The next winter, a record one for nasty cold on the island of Manhattan, I stood at the doors to my apartment building in
Midtown as the doorman looked at me with something close to pity. He was a nice man, a New Yorker to his bones, and was especially kind to me after he heard my hillbilly accent. He told me everything twice, to make sure I understood. I steeled myself for the bite, that cold, cold bite, and stepped boldly onto a sidewalk crowded with Northerners who thought this was just brisk. I hit a patch of hard snow before I made it a block and a half, to slide and stumble spectacularly onto iconic Broadway itself, where a sea of dirty yellow taxis flowed around me as if I was Moses. No one even blew a horn. And again, I had to give them respect. Say what you want to about these Northerners, I thought, but these people do know how to drive in the snow.

I lived two winters up there, among them. I learned a lot.

I learned that, if you are a Southern boy, keep your behind at home.

I think I was 7 years old before I knew it was not a bad word.

I grew up just 20 miles or so from a big Army base, in the era of Vietnam, so the Northerners, though a distinct minority, were always among us. I would hear these accents I could barely understand, accents that sounded like the speaker was chewing on something that tasted unpleasant. I would look to the grown-ups for some kind of explanation.

“Well, son,” my uncles would say, “they’re Yankees.”

“Oh,” I would say.

“They can’t talk no other way,” my aunts would say.

“Oh,” I said.

“Bless their heart,” my aunts said.

In time, I came to understand that the mysterious Yankees, bless their heart, were from a place far, far away, a frozen land where people cut holes in the ice to fish.

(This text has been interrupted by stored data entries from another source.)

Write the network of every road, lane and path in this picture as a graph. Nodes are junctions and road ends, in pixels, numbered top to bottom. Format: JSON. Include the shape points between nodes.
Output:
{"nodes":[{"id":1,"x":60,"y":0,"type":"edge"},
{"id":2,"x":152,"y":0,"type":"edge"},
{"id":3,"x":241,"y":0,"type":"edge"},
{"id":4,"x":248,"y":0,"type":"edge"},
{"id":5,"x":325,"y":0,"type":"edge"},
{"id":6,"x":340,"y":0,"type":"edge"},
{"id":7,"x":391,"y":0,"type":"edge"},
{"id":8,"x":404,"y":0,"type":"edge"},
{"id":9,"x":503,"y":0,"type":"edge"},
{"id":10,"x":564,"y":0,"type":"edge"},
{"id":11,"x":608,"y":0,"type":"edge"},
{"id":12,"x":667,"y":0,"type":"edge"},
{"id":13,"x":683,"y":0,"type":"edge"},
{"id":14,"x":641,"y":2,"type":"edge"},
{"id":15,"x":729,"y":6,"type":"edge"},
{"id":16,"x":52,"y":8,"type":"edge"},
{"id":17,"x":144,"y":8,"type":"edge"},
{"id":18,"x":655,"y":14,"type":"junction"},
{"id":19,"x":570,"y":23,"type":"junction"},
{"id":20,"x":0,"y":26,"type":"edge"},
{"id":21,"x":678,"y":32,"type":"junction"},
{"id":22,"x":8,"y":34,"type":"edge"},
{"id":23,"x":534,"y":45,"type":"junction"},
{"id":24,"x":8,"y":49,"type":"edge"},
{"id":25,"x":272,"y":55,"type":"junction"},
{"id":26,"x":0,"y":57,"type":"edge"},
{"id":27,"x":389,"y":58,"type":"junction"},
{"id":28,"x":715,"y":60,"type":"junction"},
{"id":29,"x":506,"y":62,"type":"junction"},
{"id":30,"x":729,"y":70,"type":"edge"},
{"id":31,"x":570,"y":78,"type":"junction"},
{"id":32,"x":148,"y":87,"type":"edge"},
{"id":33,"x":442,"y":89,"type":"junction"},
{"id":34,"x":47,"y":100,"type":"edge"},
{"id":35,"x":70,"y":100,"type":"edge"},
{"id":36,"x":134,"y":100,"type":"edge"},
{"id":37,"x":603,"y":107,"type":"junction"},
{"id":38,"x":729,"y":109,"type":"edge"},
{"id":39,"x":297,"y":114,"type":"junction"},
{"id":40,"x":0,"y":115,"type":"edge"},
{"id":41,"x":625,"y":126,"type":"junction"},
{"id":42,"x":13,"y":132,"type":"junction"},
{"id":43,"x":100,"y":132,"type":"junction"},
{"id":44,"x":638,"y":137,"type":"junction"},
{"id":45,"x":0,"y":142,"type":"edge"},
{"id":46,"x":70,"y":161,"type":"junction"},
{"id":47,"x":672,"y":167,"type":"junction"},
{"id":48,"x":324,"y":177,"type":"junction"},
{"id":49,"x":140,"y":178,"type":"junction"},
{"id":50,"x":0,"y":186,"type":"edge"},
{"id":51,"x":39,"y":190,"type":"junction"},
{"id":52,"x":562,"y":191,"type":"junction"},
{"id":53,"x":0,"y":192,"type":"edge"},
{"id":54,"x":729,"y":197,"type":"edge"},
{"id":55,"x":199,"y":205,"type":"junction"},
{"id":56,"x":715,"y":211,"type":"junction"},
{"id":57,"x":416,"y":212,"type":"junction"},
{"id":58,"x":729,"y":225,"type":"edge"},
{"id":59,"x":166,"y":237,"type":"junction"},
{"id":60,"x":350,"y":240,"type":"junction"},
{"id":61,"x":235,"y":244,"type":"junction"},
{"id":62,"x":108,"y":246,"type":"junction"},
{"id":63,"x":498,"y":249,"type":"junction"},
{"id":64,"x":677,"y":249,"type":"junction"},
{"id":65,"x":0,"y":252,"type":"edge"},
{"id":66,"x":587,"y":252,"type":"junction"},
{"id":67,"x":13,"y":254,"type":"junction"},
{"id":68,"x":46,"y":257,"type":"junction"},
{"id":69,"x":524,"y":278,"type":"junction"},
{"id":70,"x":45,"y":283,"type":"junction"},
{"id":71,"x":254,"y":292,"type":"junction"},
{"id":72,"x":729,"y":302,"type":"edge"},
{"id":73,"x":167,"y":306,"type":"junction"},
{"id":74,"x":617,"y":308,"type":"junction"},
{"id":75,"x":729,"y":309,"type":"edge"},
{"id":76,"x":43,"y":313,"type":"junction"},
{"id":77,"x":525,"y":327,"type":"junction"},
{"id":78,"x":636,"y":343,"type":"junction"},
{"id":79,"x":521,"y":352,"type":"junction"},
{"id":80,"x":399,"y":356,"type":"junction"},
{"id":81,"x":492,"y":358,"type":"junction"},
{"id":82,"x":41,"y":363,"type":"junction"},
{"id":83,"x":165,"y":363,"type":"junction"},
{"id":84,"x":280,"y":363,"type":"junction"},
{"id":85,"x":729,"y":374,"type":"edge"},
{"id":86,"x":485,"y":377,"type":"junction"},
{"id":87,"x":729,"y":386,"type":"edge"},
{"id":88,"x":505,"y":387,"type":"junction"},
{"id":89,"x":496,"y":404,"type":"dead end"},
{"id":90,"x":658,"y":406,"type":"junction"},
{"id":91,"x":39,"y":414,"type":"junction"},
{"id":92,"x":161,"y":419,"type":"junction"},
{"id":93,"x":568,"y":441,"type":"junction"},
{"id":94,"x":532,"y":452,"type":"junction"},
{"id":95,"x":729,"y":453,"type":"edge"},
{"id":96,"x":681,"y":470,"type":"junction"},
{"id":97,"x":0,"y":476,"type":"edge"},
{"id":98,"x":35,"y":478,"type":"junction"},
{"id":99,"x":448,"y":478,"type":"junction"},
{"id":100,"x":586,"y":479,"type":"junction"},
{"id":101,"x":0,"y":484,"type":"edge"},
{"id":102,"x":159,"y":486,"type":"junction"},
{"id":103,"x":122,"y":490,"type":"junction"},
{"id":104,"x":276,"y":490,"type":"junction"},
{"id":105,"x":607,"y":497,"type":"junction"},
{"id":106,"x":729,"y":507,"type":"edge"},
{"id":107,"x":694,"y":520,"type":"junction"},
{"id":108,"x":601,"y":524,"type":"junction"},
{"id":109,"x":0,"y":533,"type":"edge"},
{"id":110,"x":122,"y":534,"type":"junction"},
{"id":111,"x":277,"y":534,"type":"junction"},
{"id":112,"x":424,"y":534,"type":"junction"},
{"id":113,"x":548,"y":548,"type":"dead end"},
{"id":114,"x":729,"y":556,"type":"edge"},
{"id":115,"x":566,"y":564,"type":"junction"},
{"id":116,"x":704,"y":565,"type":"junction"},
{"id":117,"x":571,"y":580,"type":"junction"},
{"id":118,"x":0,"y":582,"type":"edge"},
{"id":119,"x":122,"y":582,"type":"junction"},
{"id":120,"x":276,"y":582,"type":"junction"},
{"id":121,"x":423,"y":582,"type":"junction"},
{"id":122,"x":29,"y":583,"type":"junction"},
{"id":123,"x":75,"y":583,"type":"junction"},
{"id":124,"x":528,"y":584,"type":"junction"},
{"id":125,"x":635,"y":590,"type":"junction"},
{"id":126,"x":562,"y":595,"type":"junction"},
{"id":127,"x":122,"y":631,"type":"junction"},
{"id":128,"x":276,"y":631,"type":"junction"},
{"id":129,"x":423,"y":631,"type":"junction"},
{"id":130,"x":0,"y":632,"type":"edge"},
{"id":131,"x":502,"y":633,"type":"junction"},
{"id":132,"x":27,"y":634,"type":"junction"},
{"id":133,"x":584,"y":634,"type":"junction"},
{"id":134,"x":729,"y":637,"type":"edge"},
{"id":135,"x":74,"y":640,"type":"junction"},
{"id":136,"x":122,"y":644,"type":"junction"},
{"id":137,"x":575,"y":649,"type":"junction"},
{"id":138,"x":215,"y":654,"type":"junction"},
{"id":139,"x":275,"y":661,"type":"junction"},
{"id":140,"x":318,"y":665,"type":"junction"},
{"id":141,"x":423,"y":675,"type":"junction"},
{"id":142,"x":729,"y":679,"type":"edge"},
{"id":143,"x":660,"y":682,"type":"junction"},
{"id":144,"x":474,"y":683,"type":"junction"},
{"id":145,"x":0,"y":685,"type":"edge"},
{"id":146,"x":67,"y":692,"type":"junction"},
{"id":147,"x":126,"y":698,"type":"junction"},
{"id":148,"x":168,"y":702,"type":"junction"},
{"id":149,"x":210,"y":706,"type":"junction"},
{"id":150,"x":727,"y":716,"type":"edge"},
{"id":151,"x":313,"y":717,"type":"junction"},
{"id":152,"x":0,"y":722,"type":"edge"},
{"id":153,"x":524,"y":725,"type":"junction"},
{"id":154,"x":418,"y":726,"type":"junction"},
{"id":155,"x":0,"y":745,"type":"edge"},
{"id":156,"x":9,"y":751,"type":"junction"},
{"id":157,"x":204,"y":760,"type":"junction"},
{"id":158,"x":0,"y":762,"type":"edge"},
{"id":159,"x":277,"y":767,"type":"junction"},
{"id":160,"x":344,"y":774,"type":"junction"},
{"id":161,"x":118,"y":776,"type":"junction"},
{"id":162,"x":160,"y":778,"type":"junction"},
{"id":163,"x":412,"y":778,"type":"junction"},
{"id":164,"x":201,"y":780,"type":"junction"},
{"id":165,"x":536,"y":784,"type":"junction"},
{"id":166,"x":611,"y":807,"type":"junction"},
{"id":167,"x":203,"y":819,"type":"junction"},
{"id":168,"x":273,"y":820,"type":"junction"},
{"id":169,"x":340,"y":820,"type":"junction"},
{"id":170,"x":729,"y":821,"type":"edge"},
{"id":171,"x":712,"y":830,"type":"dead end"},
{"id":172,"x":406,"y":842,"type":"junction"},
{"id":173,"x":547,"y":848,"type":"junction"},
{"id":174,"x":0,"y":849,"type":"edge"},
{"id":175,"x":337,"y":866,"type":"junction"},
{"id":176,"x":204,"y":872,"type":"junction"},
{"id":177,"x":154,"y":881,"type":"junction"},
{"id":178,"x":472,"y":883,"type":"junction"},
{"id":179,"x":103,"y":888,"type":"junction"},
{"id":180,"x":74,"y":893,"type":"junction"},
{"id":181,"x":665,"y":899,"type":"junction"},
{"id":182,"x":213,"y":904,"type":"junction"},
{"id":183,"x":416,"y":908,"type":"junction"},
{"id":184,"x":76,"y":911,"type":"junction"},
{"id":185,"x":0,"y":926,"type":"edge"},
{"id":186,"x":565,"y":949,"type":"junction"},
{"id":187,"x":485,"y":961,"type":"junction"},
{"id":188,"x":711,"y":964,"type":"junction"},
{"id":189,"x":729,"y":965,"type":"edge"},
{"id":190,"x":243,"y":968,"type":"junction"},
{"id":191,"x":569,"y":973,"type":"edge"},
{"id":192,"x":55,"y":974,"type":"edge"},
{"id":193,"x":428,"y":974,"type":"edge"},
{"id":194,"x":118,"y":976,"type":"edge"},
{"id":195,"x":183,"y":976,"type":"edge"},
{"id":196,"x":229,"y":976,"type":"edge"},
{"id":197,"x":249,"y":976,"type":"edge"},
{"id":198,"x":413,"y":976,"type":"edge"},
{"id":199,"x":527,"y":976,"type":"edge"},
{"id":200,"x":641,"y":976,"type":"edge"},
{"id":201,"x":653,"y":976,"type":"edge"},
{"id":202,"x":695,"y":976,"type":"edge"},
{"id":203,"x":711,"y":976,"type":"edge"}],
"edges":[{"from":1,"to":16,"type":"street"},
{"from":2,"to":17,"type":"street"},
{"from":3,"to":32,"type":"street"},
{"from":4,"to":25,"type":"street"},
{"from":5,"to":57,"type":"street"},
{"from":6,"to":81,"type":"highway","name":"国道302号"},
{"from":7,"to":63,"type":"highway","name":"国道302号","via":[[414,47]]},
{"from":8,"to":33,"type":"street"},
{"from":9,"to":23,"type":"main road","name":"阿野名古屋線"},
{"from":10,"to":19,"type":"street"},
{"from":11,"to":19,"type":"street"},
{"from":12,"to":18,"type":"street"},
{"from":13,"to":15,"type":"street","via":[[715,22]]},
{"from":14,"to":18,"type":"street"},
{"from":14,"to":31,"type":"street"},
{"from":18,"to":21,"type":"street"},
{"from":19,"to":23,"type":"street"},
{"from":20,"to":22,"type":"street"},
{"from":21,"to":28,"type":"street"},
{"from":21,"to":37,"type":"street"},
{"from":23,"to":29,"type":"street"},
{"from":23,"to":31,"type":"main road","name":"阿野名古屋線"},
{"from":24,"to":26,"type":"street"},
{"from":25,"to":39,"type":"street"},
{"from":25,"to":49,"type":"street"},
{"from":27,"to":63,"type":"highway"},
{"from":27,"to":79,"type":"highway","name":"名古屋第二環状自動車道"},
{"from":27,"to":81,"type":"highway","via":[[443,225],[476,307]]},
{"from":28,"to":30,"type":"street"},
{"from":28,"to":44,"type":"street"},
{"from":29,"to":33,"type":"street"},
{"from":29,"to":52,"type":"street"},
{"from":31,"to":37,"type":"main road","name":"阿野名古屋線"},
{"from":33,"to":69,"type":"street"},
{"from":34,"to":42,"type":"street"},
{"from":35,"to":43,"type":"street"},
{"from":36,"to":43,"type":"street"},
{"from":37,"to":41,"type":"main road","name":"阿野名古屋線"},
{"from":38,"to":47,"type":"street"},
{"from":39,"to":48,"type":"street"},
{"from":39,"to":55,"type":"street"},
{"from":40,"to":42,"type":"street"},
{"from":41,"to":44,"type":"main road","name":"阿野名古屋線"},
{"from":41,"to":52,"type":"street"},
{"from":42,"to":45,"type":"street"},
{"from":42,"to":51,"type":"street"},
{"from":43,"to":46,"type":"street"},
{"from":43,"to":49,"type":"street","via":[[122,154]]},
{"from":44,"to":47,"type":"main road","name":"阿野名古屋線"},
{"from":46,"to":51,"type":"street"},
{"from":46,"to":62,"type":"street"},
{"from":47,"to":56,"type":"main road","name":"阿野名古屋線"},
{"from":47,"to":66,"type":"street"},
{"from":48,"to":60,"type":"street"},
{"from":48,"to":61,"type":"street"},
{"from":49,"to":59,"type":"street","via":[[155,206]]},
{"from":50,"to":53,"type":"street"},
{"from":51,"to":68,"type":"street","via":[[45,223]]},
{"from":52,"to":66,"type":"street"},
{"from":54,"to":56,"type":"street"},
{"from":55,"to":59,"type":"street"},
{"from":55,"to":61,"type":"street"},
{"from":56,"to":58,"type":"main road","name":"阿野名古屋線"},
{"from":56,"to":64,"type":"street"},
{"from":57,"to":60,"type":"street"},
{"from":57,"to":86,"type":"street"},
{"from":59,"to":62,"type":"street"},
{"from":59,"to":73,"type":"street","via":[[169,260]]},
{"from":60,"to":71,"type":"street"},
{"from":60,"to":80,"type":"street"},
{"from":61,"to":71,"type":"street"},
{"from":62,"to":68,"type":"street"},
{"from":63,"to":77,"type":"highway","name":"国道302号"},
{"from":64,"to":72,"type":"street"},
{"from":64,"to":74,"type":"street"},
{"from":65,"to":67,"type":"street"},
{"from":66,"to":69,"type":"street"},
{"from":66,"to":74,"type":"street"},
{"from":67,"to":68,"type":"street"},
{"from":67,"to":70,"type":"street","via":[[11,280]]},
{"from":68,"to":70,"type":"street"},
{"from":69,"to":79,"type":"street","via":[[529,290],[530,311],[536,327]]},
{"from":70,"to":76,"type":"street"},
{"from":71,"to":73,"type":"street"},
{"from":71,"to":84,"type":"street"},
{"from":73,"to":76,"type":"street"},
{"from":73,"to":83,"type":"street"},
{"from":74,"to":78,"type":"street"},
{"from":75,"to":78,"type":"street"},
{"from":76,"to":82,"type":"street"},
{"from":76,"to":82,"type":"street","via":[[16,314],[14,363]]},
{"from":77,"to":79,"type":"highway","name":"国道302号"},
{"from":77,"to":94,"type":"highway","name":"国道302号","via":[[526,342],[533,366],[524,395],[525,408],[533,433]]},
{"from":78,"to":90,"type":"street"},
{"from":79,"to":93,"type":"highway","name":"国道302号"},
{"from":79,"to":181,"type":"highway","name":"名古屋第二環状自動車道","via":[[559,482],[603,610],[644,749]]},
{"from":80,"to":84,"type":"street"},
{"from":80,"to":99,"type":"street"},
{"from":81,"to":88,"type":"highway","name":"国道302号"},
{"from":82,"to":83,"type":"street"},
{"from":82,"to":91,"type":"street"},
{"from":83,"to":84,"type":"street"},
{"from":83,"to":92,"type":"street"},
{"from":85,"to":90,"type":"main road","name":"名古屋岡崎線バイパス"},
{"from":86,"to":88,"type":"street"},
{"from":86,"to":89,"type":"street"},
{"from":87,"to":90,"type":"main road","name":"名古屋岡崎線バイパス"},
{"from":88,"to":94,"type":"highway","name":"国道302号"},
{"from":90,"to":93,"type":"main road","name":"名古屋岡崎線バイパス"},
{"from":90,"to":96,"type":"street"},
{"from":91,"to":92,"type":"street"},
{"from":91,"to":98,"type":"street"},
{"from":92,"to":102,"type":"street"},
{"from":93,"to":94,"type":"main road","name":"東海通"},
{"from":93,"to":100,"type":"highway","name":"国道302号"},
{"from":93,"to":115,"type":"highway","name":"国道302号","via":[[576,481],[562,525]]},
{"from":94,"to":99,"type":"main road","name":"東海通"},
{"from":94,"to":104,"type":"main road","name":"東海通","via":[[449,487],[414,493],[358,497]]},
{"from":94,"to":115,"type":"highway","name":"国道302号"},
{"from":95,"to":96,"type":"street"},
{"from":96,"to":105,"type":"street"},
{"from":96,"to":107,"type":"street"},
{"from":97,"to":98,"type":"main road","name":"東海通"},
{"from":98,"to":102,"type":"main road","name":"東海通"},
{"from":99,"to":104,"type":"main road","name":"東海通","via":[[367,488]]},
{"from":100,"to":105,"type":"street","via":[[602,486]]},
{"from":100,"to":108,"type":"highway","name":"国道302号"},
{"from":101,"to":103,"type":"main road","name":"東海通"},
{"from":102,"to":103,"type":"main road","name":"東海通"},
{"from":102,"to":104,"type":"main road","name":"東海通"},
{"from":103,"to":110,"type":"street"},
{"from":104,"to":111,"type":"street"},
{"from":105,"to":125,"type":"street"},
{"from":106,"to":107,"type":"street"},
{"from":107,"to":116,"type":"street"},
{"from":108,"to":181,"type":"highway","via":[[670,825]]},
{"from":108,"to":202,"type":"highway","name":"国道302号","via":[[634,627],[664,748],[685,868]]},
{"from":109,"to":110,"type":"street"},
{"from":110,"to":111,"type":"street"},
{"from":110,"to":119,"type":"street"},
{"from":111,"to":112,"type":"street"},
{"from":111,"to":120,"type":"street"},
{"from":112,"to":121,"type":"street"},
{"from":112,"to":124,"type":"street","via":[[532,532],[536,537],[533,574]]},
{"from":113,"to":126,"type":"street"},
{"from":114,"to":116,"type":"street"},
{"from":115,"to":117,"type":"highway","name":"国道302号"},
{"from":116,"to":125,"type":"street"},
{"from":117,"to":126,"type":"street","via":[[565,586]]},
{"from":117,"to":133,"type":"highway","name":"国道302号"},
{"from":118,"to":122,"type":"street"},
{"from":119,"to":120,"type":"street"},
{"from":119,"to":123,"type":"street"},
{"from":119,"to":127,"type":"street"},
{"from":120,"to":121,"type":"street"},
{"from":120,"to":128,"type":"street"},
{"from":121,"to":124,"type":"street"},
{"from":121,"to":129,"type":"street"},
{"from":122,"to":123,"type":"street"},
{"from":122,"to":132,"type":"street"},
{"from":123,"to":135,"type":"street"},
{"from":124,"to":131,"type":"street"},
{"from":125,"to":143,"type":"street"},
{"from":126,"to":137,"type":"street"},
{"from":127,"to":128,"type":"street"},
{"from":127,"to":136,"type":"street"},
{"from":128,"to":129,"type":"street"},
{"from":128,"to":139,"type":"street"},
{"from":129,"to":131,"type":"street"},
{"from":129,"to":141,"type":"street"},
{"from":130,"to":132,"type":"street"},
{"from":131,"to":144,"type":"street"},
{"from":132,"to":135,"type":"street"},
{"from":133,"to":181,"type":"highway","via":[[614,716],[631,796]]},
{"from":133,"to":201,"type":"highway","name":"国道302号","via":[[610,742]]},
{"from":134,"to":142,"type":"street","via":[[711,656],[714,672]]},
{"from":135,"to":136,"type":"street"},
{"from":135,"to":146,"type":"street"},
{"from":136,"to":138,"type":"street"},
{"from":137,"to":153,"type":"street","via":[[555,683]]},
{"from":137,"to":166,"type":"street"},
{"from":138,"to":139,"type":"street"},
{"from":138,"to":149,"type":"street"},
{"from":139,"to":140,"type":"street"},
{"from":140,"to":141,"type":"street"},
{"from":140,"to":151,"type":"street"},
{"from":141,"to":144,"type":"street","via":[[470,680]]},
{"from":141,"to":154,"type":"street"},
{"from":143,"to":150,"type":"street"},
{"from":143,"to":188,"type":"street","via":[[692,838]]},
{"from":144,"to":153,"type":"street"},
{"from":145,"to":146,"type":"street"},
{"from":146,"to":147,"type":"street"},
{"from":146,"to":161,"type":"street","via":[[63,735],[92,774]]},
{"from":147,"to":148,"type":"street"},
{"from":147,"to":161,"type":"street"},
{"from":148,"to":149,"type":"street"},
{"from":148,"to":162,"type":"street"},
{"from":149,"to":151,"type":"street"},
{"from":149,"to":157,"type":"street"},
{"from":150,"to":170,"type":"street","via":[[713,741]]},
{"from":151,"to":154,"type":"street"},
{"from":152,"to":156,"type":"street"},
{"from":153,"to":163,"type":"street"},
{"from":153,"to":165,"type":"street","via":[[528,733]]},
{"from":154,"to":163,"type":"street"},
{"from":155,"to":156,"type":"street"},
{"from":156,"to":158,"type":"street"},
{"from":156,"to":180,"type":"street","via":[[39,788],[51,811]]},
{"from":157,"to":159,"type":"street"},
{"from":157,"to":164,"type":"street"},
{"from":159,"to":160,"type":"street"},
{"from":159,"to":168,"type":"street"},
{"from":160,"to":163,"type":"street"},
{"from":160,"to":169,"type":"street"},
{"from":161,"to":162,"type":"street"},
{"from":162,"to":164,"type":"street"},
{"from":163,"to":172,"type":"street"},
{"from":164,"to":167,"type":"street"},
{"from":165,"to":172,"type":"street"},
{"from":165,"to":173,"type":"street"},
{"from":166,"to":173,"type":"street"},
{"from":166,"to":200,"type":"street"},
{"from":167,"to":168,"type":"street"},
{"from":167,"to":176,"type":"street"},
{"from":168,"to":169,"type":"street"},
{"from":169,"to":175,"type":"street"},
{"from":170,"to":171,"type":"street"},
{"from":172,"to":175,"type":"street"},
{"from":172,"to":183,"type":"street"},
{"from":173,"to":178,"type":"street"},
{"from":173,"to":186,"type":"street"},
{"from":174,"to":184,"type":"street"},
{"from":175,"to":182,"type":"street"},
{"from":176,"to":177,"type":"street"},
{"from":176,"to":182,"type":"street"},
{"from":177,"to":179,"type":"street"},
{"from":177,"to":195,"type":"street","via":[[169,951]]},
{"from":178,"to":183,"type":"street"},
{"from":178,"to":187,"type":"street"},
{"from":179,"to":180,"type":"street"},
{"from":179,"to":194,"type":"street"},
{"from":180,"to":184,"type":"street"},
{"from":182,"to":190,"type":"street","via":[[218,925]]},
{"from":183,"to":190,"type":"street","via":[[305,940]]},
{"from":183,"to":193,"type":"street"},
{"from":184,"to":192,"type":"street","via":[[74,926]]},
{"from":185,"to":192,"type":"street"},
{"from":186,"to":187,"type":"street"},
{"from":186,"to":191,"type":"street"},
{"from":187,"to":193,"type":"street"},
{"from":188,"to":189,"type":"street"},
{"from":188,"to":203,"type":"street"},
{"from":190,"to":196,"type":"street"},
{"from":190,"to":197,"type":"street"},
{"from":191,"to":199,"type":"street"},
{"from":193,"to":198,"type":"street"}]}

But that part sounded made up to me.

I was told by the grown-ups that the Yankees sometimes had to wait till spring to bury their dead, and were sewn up in their long underwear in September because it wasn’t coming off till July. I was told they did not sell grits in their stores and did not even know what the word meant, did not like cornbread of any kind, and looked down on
us
because of the way
we
talked, or at least some of them did.

I was told they ate sardine-and-onion sandwiches and something called scrapple that was rumored to be even nastier than
chitlin’s, and they drank heavily from a clear spirit called vodka, which was manufactured from the heathen potato and not the sacred corn, as God and my whiskey-making ancestors intended. I was told they wrapped their tires with chains to traverse the frozen earth, that the never-ending snows piled so high and heavy on their houses it crushed them to sticks, and they had to shovel it out twice a day just to back out of the driveway to get a loaf of white bread, which they ate three meals a day. I was told their cars disintegrated into piles of rolling rust, from all the salt they spread on the iced-over roads, and only a fool bought a Yankee car. I was told they sometimes got hung up inside their own heads when they tried to pronounce the names of their
own
places, like
Baaaaa-ston
, and
Mine-soooooo-tah.

I was told we fought a great and bloody war with them a long, long time ago, and lost because they had all the cannon, and that the rich folks down here never really got over that … though the rest of us had more pressing concerns, like college football bowl games, where teams from the tundra sometimes beat even the vaunted Crimson Tide, and the Devil quite possibly hailed from a froze-hard place called Notre Dame.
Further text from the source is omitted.